Though he scoffed at the notion of an economist studying AC/DC, the Freakonomics author is known for his offbeat research subjects, such as sumo wrestling and the game show The Weakest Link . An article in The New Republic last April questioned whether Dr. Levitt and his admirers are transforming economics into “cute-o-nomics,” bypassing weighty questions in favour of cleverness. The problem is not that Dr. Oxoby wrote a joke paper, one Canadian economist says, but that it was taken seriously.

“Oxoby’s paper – complete with references, graphs, and university letterhead – is a brilliant parody of what has become the mainstay of academic economics,” says Erin Weir of the Progressive Economics Forum. “The scholarly journals are full of short, blandly written articles that provide mathematically precise responses to very narrowly defined questions of dubious relevance.”

2 comments

  • I think that Oxoby’s success with his offbeat approach should create a mental note for the strategic passageways of getting the progressive economic messages into the mainstream.

    I hate to say this but the unfolding state of economic study, understanding and discourse is dominated by the neoclassical view in the west. Given the hyper numeric, quasi- scientific based veneer that gets coated on this tradition, seems to circumvent much in the way of a public interest or user friendly discourse. The way I see the PEF economic views are typically personified is kind of like the role of the terrorist repair-people in Terry Gilliam’s movie “Brazil”. However, for those that have not seen the movie, the terrorists repair people are actually the “good guys” for the majority. Potentially I give the PEF too much credit in such a comparison.
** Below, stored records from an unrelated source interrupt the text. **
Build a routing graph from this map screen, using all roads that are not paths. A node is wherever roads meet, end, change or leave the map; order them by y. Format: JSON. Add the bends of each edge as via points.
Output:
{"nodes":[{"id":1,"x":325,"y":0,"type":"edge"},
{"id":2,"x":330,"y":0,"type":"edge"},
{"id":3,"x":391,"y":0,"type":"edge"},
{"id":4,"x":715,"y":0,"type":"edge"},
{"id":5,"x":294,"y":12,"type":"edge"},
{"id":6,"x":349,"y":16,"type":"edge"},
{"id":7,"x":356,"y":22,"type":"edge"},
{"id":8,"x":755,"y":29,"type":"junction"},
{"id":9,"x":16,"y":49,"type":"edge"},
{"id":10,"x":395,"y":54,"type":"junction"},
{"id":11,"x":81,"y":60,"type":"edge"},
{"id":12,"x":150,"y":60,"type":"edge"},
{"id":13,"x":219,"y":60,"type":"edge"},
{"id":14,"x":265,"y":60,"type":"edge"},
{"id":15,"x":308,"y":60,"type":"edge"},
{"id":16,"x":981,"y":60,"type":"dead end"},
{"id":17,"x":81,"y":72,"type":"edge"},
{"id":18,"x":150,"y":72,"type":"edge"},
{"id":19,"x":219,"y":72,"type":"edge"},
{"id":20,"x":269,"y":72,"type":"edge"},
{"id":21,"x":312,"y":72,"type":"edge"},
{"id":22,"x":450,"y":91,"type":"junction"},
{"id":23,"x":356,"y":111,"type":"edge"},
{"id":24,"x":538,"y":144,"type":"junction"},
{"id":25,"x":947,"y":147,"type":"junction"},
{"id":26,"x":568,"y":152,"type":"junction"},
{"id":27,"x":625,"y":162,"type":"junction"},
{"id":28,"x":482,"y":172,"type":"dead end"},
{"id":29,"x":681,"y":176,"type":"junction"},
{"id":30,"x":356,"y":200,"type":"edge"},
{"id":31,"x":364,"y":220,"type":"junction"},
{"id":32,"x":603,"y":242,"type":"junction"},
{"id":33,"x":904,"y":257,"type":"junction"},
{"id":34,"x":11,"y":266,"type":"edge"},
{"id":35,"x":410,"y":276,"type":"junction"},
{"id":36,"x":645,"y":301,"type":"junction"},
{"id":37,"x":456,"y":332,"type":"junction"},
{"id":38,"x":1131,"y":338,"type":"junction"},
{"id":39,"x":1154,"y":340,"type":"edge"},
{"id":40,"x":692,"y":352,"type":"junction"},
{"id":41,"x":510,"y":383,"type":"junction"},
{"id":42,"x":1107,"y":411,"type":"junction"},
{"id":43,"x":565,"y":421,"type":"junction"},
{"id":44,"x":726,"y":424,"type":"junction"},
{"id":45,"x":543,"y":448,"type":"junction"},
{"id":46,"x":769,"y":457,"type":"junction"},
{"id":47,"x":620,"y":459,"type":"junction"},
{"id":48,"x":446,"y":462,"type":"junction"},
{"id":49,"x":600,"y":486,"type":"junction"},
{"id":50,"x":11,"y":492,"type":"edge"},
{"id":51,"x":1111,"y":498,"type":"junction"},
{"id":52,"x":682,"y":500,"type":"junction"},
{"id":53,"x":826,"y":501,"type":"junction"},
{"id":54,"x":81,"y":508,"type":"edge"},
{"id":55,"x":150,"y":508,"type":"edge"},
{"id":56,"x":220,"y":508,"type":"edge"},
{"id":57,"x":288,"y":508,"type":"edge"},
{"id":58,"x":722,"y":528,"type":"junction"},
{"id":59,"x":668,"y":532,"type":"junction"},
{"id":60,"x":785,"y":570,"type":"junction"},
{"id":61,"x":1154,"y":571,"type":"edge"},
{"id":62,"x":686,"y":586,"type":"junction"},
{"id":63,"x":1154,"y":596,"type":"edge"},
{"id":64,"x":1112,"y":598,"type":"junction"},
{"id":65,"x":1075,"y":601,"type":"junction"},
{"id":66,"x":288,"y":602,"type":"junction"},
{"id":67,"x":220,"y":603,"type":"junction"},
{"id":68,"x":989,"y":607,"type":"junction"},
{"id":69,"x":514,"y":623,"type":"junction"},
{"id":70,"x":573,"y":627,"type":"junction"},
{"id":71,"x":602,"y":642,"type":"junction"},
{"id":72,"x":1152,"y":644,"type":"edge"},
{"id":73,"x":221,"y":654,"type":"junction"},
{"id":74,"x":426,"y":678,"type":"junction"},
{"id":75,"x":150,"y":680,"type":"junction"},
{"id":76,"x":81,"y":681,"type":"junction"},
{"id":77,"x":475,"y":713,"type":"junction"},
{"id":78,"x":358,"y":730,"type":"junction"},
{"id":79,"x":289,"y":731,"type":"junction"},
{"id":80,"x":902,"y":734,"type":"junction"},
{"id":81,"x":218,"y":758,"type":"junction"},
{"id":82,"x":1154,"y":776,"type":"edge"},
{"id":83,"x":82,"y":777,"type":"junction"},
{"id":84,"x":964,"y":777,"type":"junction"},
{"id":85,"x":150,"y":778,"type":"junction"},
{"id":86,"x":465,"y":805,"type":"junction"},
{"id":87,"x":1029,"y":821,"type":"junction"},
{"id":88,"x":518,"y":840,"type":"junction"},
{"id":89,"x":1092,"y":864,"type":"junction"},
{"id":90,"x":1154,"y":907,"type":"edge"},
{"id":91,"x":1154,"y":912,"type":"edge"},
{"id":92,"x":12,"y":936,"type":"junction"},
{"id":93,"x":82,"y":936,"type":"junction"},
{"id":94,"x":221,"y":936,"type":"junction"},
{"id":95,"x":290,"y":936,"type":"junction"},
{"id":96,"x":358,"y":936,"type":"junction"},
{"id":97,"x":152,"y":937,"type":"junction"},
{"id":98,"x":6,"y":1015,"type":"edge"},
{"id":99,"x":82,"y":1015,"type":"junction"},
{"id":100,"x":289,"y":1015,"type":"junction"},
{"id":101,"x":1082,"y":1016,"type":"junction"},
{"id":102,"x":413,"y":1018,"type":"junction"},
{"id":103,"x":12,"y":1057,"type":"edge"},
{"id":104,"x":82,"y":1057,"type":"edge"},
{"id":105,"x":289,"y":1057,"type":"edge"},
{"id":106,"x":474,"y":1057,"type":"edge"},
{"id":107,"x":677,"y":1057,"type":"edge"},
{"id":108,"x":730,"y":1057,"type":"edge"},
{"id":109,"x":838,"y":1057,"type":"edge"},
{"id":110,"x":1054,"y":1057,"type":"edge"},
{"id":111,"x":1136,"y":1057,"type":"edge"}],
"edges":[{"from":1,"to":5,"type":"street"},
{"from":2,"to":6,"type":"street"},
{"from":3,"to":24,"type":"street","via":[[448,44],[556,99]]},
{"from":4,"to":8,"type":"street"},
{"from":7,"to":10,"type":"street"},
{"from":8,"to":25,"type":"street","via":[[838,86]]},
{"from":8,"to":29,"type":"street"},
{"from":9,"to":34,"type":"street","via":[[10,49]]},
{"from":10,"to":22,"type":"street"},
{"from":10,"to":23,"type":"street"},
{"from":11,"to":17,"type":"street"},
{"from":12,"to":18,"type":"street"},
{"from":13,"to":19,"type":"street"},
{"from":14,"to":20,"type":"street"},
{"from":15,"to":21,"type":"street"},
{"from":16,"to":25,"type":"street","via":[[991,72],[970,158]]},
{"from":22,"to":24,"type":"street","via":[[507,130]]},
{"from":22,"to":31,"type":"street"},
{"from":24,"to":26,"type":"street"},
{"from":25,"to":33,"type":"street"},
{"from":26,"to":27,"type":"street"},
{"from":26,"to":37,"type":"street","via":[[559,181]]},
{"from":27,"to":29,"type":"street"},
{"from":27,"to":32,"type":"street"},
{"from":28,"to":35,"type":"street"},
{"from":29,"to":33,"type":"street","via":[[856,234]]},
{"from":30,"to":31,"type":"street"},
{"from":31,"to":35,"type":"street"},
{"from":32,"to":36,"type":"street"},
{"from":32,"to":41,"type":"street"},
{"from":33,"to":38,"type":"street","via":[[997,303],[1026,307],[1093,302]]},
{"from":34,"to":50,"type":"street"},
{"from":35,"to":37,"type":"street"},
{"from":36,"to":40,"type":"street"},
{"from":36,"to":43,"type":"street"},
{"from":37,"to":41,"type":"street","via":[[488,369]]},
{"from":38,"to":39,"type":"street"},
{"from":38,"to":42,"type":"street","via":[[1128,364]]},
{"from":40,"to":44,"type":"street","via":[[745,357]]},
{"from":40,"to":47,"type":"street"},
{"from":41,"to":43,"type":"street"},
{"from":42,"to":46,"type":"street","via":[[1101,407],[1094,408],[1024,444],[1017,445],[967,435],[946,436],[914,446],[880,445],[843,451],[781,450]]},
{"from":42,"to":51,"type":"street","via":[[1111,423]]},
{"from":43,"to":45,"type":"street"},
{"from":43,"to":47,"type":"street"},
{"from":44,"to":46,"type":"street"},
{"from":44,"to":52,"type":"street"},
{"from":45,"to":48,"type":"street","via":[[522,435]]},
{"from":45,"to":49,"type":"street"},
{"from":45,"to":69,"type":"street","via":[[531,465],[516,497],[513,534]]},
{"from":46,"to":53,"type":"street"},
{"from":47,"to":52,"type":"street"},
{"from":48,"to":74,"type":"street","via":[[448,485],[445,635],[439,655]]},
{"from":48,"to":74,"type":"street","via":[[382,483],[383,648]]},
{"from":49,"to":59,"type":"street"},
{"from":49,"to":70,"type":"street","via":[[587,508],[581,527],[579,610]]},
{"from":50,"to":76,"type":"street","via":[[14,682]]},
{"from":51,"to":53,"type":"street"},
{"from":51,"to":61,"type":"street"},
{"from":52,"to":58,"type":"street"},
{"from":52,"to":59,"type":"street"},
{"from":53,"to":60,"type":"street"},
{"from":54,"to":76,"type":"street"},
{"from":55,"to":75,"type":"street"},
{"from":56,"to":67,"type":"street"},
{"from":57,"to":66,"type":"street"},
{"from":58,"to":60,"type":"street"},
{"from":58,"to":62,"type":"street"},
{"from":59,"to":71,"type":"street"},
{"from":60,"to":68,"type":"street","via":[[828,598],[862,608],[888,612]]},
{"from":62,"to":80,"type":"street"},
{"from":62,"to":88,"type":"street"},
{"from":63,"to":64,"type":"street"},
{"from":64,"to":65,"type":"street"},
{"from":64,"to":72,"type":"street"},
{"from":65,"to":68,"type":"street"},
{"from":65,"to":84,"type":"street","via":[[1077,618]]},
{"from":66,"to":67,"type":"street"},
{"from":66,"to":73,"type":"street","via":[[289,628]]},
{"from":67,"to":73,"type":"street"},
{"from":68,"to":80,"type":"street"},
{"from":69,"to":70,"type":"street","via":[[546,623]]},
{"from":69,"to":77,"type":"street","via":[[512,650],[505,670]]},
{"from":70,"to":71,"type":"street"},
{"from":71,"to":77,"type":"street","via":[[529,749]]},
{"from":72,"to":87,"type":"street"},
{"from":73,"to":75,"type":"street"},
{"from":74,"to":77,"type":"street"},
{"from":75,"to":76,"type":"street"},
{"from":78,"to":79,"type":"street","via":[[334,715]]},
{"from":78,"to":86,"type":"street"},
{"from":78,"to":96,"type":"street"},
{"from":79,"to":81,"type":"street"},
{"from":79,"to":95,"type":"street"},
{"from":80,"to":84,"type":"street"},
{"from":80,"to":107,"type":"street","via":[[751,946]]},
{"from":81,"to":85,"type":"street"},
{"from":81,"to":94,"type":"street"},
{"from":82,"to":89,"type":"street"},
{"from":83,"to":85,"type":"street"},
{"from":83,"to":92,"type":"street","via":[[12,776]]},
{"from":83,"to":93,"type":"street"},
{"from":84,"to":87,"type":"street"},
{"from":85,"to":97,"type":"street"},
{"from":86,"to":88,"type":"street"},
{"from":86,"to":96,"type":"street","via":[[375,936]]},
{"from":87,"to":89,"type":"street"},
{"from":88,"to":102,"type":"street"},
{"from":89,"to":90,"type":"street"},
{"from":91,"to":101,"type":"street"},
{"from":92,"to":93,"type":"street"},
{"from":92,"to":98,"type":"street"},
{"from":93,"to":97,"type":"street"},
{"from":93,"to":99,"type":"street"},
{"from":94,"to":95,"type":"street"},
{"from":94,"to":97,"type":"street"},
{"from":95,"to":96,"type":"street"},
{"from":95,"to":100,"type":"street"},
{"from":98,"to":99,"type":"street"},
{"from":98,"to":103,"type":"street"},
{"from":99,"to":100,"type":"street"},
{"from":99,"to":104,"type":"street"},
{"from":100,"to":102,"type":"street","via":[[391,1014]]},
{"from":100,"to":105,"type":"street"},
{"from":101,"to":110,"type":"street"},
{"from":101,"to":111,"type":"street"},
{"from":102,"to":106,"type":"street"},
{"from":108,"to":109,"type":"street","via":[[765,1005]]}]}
    However, the more stories such as the above, the more the interface with the public domain the field can interact with these people and the more the political gets hitched up to the economy. Fundamentally the day that political economy was separated into two distinct spheres by the powers that be, was the death of each. Of course I do not have to say that to those that come from a political economy background. I also do not like to be such a brute with two traditional fields of study, but the older I get and the more I study, the more the perceived reality lines up with this thesis.

    If it were not for the fact that so much of our current and future were so intimately connected to the ways of our economic means of production and the choices we make over them, it would be quite humorous. Which I guess is Gilliam’s point in his movie.

    Pt.

  • Erin:

    I absolutely love your “scholarly journals” quote.

    I’ve added it the “favourite quotes” section of my Facebook profile.

    You are the man.

    (And I need to get a life, but that’s another story…)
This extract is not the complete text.